» Exercise prompt:
Your task is to tally the lines of the listing containing the word "other" and report the figure alone.

» Listed entries:
━━━━━━━━

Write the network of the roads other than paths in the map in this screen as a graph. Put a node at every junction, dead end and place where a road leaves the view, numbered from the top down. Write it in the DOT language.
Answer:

━━━━━━━━

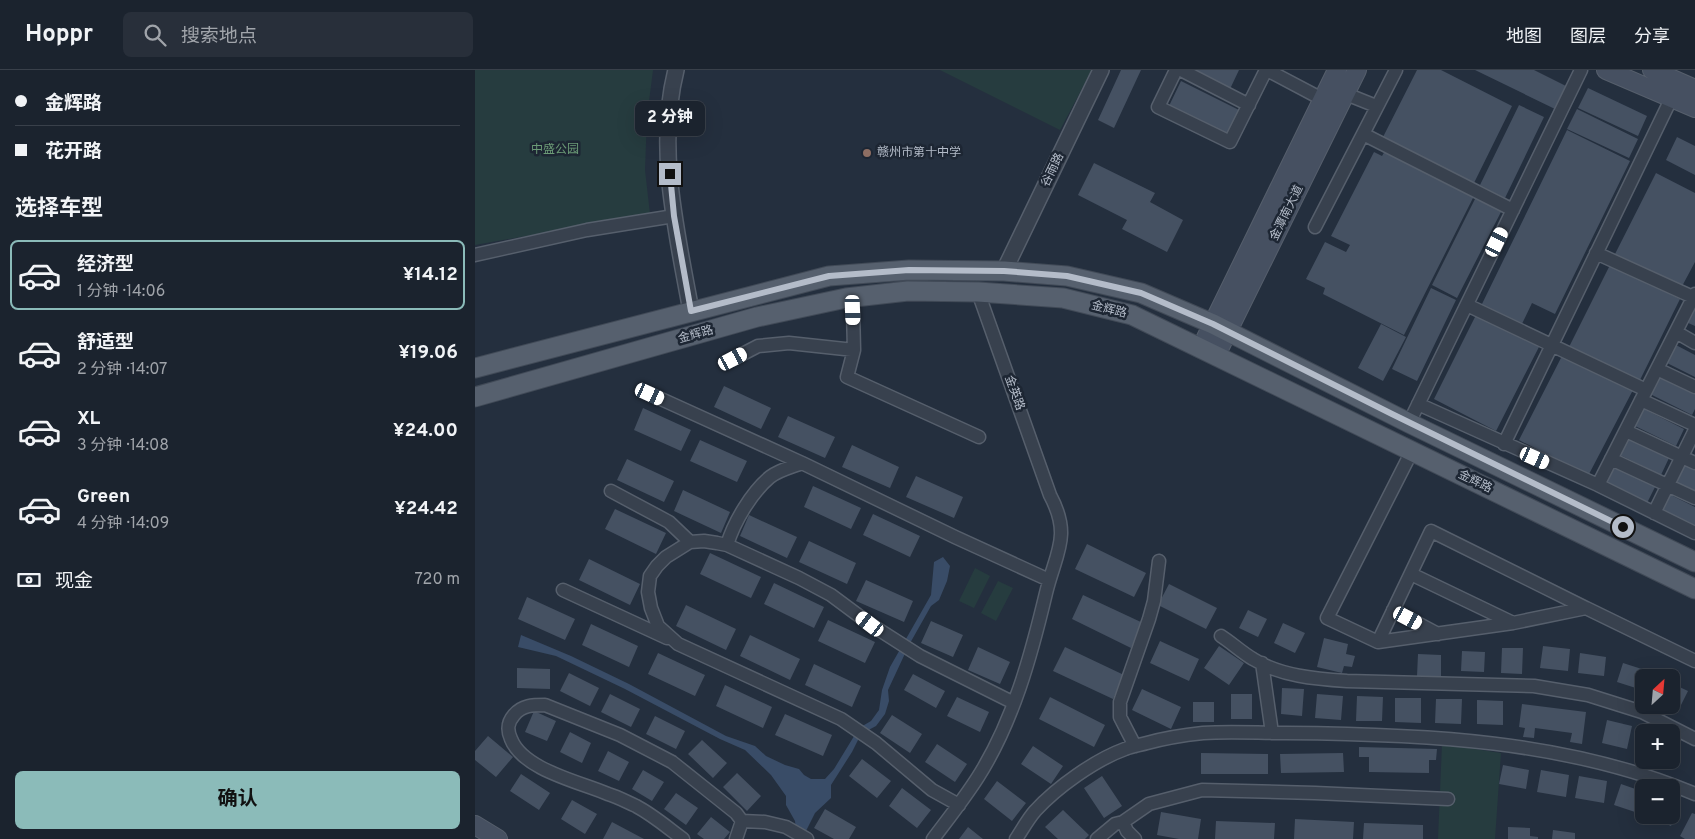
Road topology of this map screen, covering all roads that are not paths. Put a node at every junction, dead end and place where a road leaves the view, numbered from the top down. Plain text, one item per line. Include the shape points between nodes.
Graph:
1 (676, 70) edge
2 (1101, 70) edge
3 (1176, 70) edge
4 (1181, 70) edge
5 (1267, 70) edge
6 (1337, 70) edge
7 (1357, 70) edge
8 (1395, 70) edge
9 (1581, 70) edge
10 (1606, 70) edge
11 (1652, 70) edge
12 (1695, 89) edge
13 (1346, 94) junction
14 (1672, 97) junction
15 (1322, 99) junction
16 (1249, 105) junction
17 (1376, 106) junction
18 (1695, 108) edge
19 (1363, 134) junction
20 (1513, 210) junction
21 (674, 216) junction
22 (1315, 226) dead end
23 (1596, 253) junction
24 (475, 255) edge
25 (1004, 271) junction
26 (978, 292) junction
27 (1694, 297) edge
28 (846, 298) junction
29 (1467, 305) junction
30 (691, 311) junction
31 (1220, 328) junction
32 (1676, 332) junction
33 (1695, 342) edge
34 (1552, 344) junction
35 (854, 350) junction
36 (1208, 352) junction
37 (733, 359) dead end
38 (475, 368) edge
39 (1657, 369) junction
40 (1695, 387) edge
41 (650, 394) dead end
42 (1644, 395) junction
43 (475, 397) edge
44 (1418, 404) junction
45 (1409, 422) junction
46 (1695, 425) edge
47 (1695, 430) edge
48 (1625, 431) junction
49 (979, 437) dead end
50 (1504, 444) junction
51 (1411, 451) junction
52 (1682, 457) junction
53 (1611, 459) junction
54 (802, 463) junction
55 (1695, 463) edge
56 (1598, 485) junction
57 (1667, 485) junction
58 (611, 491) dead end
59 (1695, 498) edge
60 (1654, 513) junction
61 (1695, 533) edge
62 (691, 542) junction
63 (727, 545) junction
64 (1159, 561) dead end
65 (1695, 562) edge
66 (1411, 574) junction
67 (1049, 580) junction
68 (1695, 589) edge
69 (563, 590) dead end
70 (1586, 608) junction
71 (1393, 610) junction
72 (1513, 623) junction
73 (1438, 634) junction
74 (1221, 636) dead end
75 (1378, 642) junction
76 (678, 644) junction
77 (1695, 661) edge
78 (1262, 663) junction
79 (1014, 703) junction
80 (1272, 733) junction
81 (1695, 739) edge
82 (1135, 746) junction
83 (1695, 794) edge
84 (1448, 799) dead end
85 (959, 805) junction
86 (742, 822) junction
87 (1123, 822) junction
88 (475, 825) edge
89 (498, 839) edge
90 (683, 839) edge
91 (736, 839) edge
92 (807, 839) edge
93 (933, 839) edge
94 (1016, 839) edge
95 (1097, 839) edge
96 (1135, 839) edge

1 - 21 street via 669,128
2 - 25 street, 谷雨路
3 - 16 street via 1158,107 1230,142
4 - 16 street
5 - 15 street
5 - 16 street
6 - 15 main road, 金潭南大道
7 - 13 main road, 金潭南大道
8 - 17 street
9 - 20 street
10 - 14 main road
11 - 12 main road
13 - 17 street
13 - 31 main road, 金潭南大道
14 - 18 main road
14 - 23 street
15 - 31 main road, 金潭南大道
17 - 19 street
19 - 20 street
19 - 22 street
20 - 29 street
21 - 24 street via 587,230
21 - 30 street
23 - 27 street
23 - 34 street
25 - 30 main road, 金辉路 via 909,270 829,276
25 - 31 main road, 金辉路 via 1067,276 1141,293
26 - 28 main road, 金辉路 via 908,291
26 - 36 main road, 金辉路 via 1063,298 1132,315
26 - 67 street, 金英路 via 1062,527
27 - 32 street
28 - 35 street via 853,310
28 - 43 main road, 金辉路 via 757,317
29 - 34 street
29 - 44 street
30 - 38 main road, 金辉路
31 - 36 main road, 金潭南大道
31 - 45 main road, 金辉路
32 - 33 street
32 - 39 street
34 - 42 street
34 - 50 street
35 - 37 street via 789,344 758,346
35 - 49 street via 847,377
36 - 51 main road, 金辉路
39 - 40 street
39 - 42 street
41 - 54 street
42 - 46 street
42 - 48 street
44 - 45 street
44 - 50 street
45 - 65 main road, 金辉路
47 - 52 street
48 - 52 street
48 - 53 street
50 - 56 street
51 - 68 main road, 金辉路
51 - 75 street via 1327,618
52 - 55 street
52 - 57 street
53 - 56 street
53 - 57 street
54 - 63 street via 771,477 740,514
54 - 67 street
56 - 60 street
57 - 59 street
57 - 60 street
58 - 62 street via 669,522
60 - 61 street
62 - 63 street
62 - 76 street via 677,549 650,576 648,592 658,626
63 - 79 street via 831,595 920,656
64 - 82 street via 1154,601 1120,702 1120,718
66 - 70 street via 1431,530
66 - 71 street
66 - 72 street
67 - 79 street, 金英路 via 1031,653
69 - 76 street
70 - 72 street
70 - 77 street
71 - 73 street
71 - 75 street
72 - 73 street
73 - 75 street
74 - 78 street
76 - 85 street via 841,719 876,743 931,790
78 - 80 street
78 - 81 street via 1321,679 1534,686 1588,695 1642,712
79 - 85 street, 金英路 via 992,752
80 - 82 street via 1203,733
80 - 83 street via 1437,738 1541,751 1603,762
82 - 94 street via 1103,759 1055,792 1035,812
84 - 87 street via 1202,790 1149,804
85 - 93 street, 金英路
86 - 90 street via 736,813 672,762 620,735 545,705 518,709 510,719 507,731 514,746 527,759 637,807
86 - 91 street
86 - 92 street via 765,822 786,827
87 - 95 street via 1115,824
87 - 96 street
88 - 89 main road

━━━━━━━━

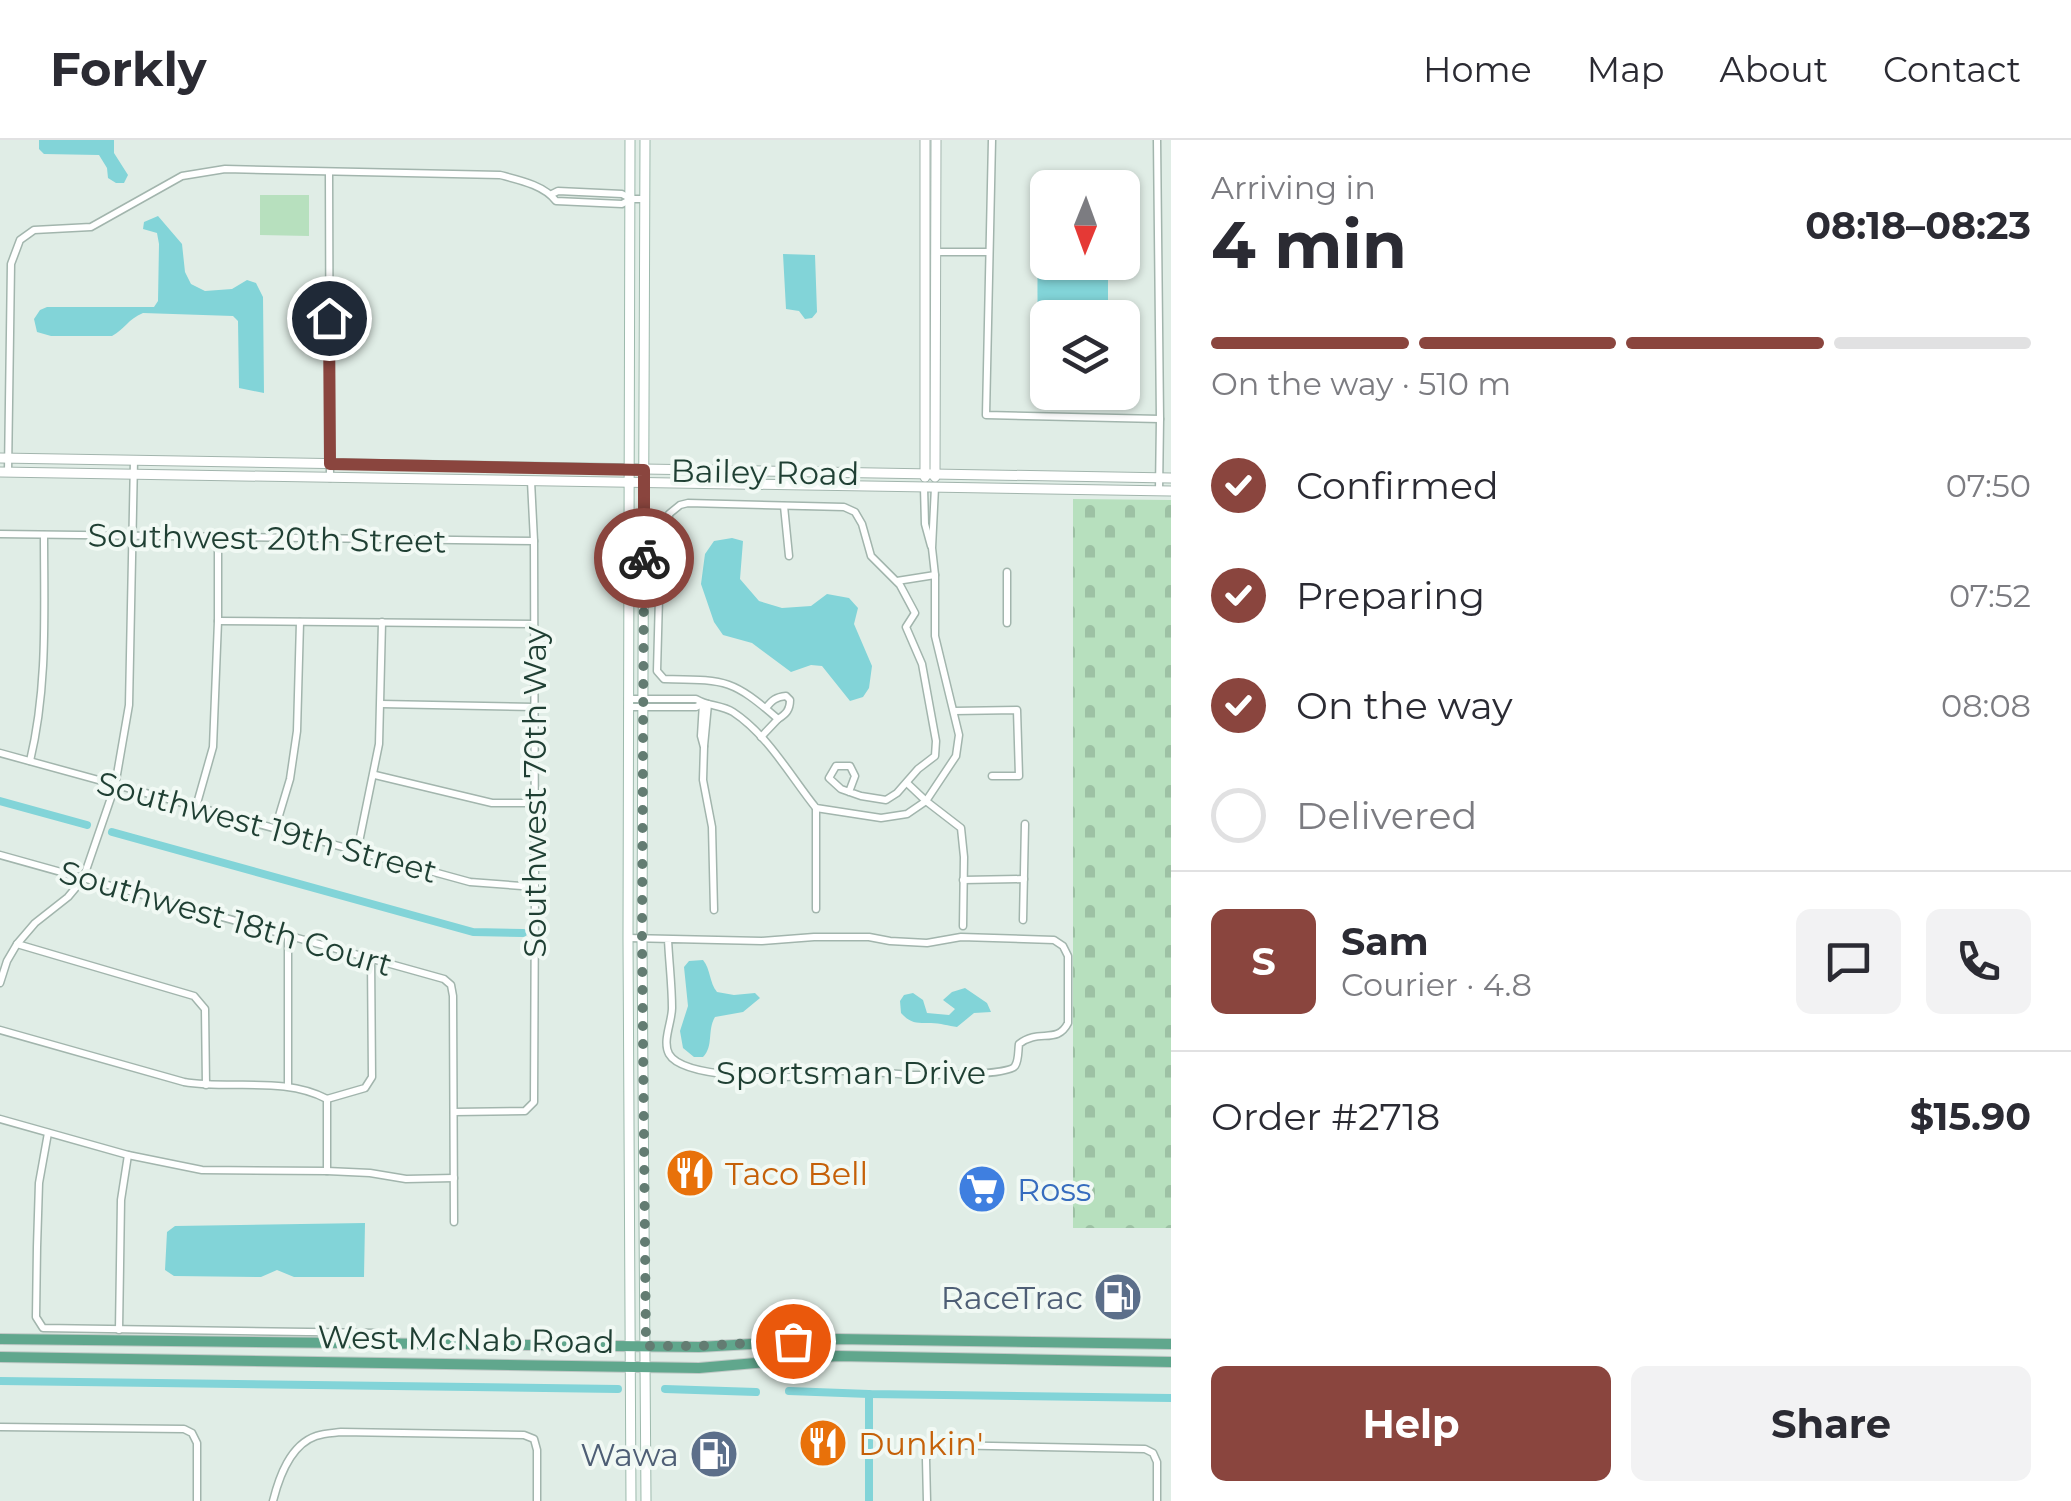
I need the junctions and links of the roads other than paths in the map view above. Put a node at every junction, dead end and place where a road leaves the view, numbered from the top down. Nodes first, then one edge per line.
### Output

━━━━━━━━

» Expected output:
2